Different level of performance and starting positions: EU Council debated on waste

European Council (Foto: The Council of the European Union)

Luxembourg — Yesterday, the European Council held a public orientation debate on a legislative proposal amending six directives addressing the management of different types of waste. The aim of the proposal is to improve waste management in the European Union, with a view to protect the quality of the environment and ensuring prudent and rational use of natural resources.

More specifically, it reviews the legally binding targets contained in directives 2008/98/EC on waste, 94/62/EC on packaging and packaging waste and 1999/31/EC on the landfill of waste with a view to improving resource efficiency in line with the Resource Efficiency Roadmap and the 7th Environment Action Programme. Other proposed measures include harmonisation of definitions and calculation methods, simplification of reporting requirements, setting minimum operating conditions for Extended Producer Responsibility, and the setting up of an early-warning system to monitor target compliance.

The proposal forms part of the Commission’s Circular Economy Package (presented in July 2014), which also comprises a communication on Towards a circular economy: A Zero waste programme for Europe and a communication on Resource Efficiency Opportunities in the Building Sector. The ministers‘ discussion was based on three questions prepared by the presidency.

The Ministers generally welcomed the thrust behind the Commission proposal which is considered to be in line with the 7th Environment Action Programme and the goals of the 2020 strategy. Ministers however expressed concerns with the level of ambition of the proposal and called for realistic and achievable targets on reuse, recycling and landfilling.

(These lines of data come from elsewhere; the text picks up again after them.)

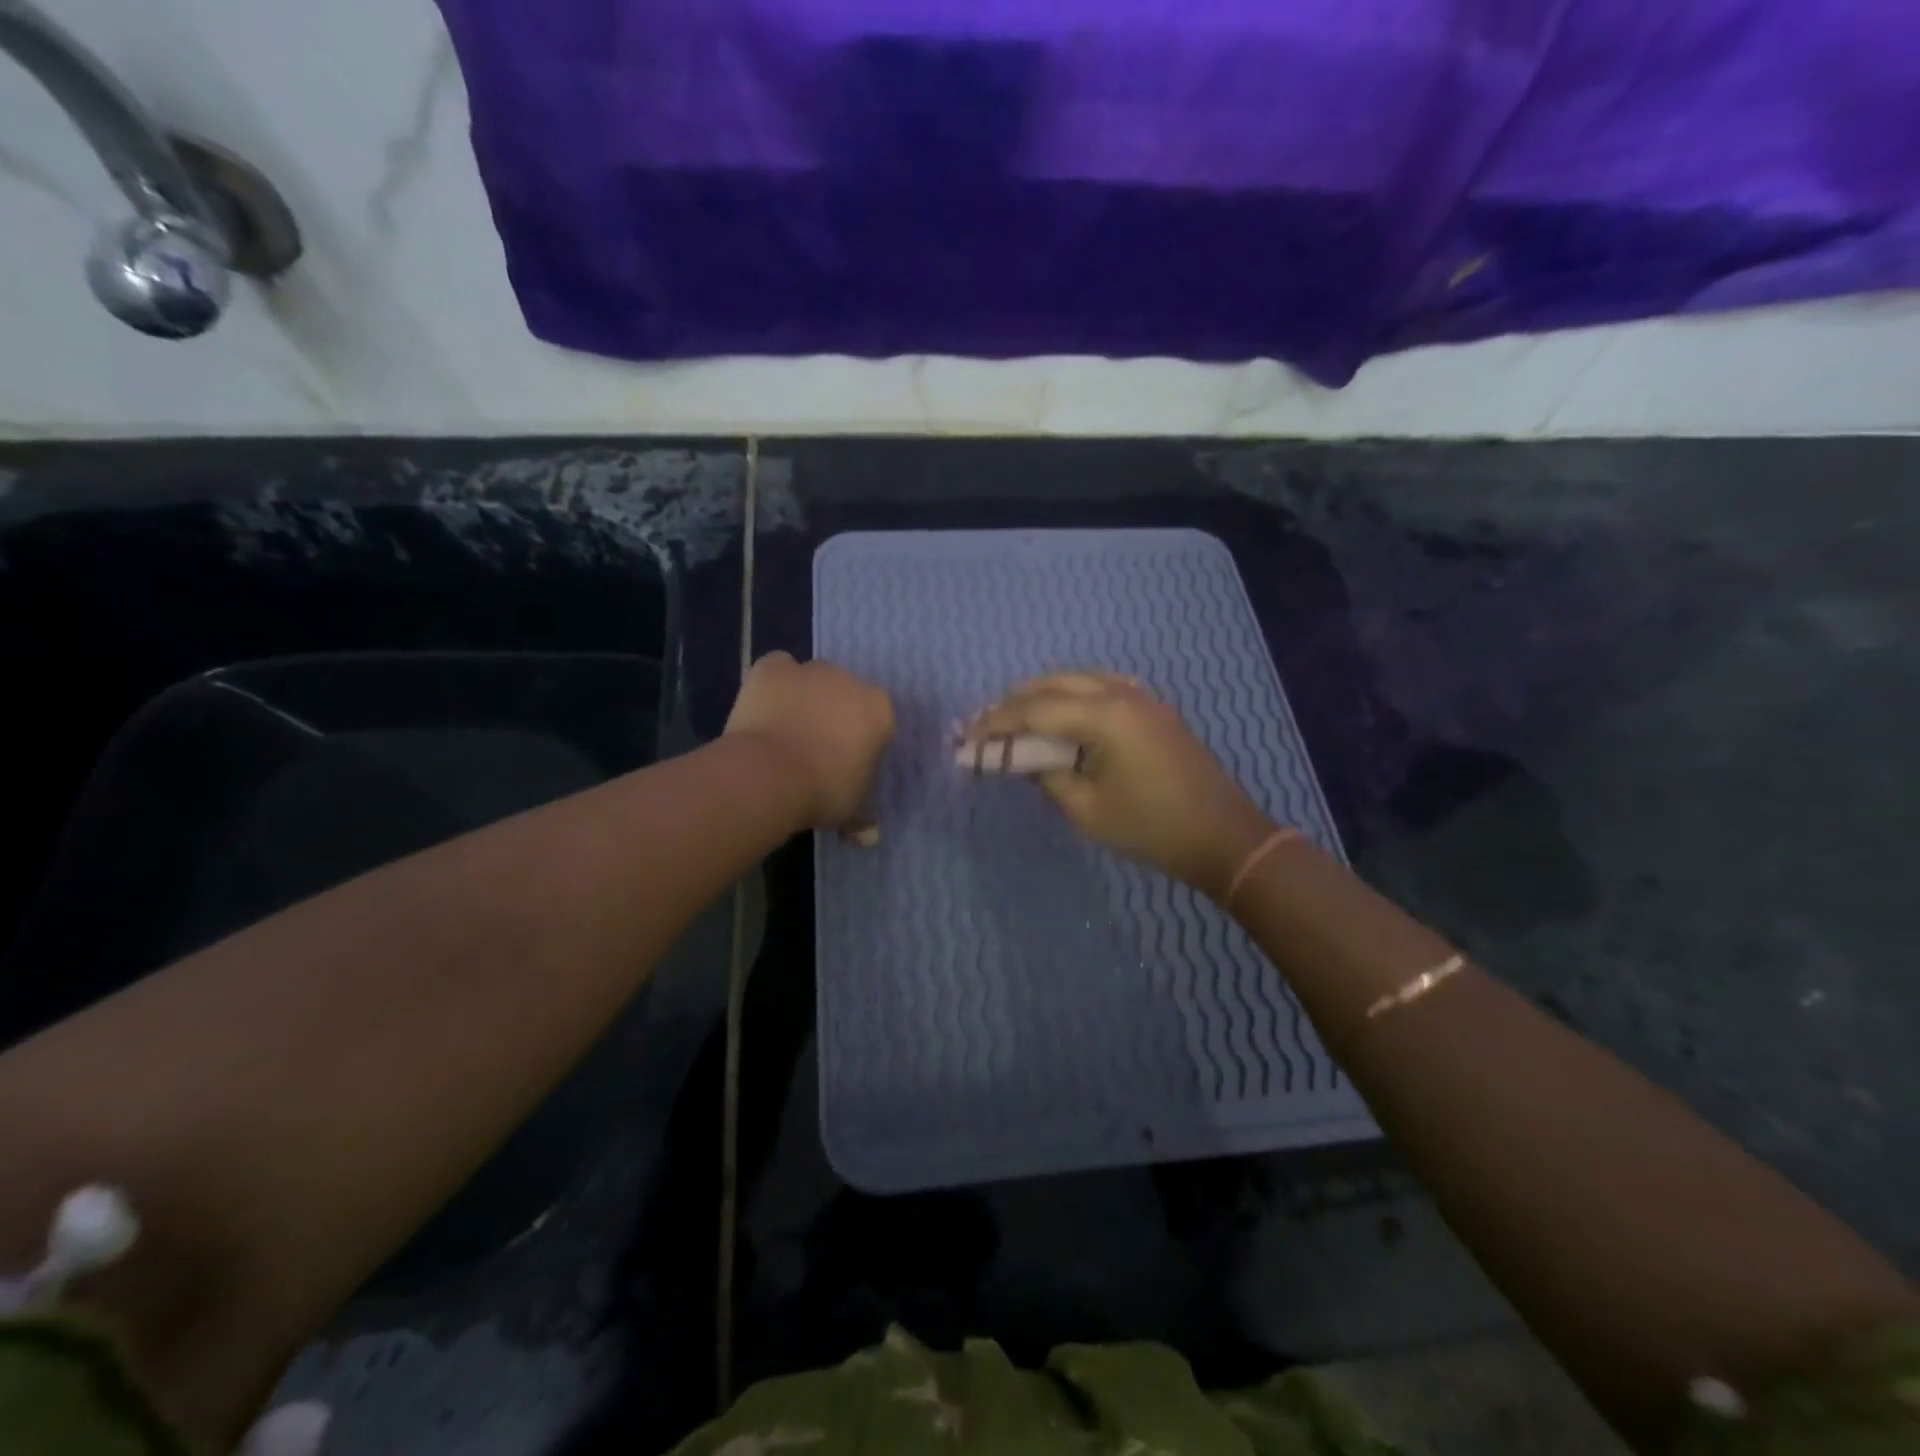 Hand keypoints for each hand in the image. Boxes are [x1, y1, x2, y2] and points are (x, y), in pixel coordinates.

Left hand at [725, 652, 894, 831]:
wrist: (768, 775)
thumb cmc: (823, 792)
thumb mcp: (850, 811)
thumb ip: (863, 818)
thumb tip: (870, 837)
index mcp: (879, 710)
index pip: (879, 720)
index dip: (864, 741)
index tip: (849, 764)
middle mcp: (850, 680)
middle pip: (847, 694)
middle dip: (836, 715)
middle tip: (817, 750)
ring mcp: (810, 670)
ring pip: (814, 679)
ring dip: (807, 697)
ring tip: (788, 731)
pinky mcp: (773, 668)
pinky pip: (779, 668)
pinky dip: (775, 683)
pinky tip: (767, 706)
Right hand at [961, 672, 1273, 896]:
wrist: (1222, 835)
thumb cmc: (1150, 828)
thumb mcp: (1086, 808)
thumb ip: (1045, 775)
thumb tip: (1020, 758)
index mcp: (1103, 715)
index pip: (1033, 709)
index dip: (994, 723)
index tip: (965, 738)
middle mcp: (1120, 692)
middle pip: (1052, 684)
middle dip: (1013, 704)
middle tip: (983, 727)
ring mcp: (1140, 696)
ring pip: (1076, 680)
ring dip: (1040, 696)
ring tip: (1013, 719)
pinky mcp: (1151, 708)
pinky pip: (1099, 687)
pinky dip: (1070, 696)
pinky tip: (1058, 715) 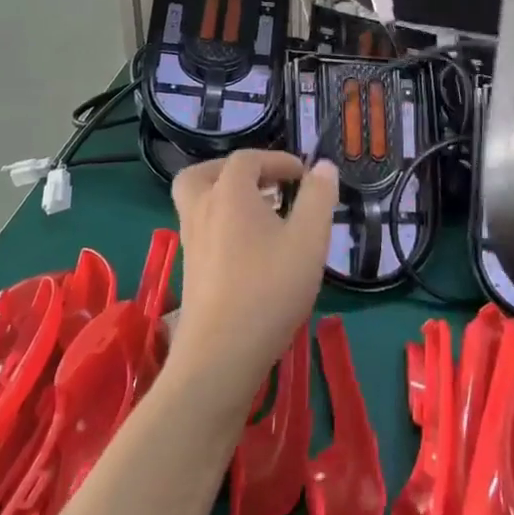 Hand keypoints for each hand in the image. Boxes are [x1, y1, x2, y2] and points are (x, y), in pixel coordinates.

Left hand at [169, 151, 338, 398]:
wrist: (220, 355)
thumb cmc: (269, 289)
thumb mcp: (309, 239)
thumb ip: (319, 197)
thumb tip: (323, 166)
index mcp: (229, 194)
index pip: (248, 159)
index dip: (277, 160)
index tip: (303, 175)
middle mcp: (202, 210)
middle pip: (204, 174)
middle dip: (233, 171)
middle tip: (263, 182)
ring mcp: (191, 242)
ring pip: (198, 203)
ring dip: (225, 197)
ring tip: (261, 213)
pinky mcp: (190, 271)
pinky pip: (201, 229)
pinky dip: (222, 224)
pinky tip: (250, 248) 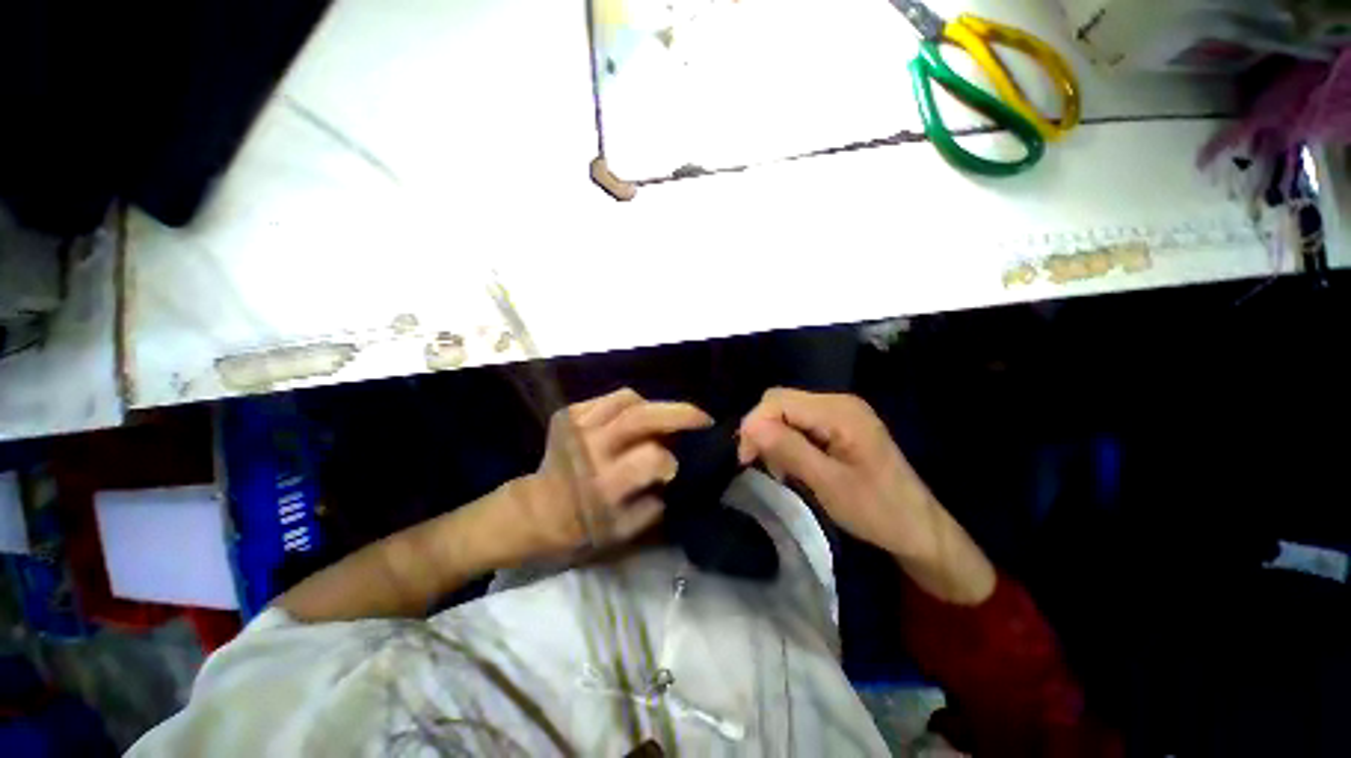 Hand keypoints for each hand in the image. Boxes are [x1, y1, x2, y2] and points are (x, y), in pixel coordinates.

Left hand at [514, 388, 712, 557]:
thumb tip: (682, 472)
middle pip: (641, 417)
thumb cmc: (583, 526)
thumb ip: (658, 503)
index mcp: (605, 484)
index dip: (671, 461)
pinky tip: (635, 419)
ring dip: (654, 406)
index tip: (678, 467)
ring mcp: (577, 426)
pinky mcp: (569, 413)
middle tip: (702, 418)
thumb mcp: (625, 531)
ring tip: (664, 419)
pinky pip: (611, 398)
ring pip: (628, 398)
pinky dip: (631, 404)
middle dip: (680, 413)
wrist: (537, 509)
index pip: (651, 458)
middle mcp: (591, 449)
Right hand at [738, 388, 993, 603]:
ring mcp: (841, 412)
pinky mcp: (840, 425)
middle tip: (758, 464)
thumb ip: (789, 450)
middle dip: (762, 429)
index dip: (755, 424)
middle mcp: (839, 402)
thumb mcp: (829, 483)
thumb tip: (750, 426)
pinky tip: (792, 464)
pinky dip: (788, 441)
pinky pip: (801, 423)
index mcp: (839, 411)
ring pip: (788, 412)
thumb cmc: (877, 510)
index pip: (779, 400)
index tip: (745, 459)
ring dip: (774, 437)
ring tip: (779, 469)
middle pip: (782, 402)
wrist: (919, 529) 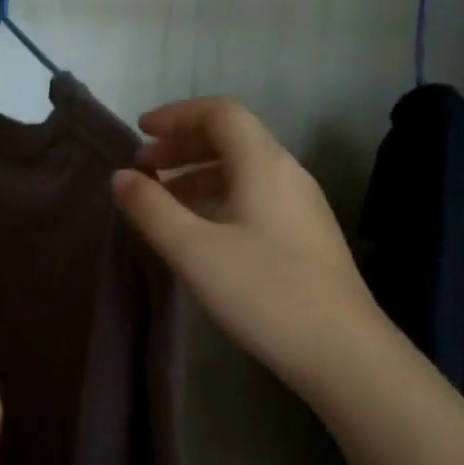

Delegations also underlined the need to take into account specificities of member states and their different level of performance and starting positions. They expressed the need to further clarify some issues such as the calculation methodologies and definitions. The idea behind the proposed early warning system was generally welcomed but the system needs further work so as to minimise administrative and financial burden on member states. Delegations also raised concerns with the frequency of reporting.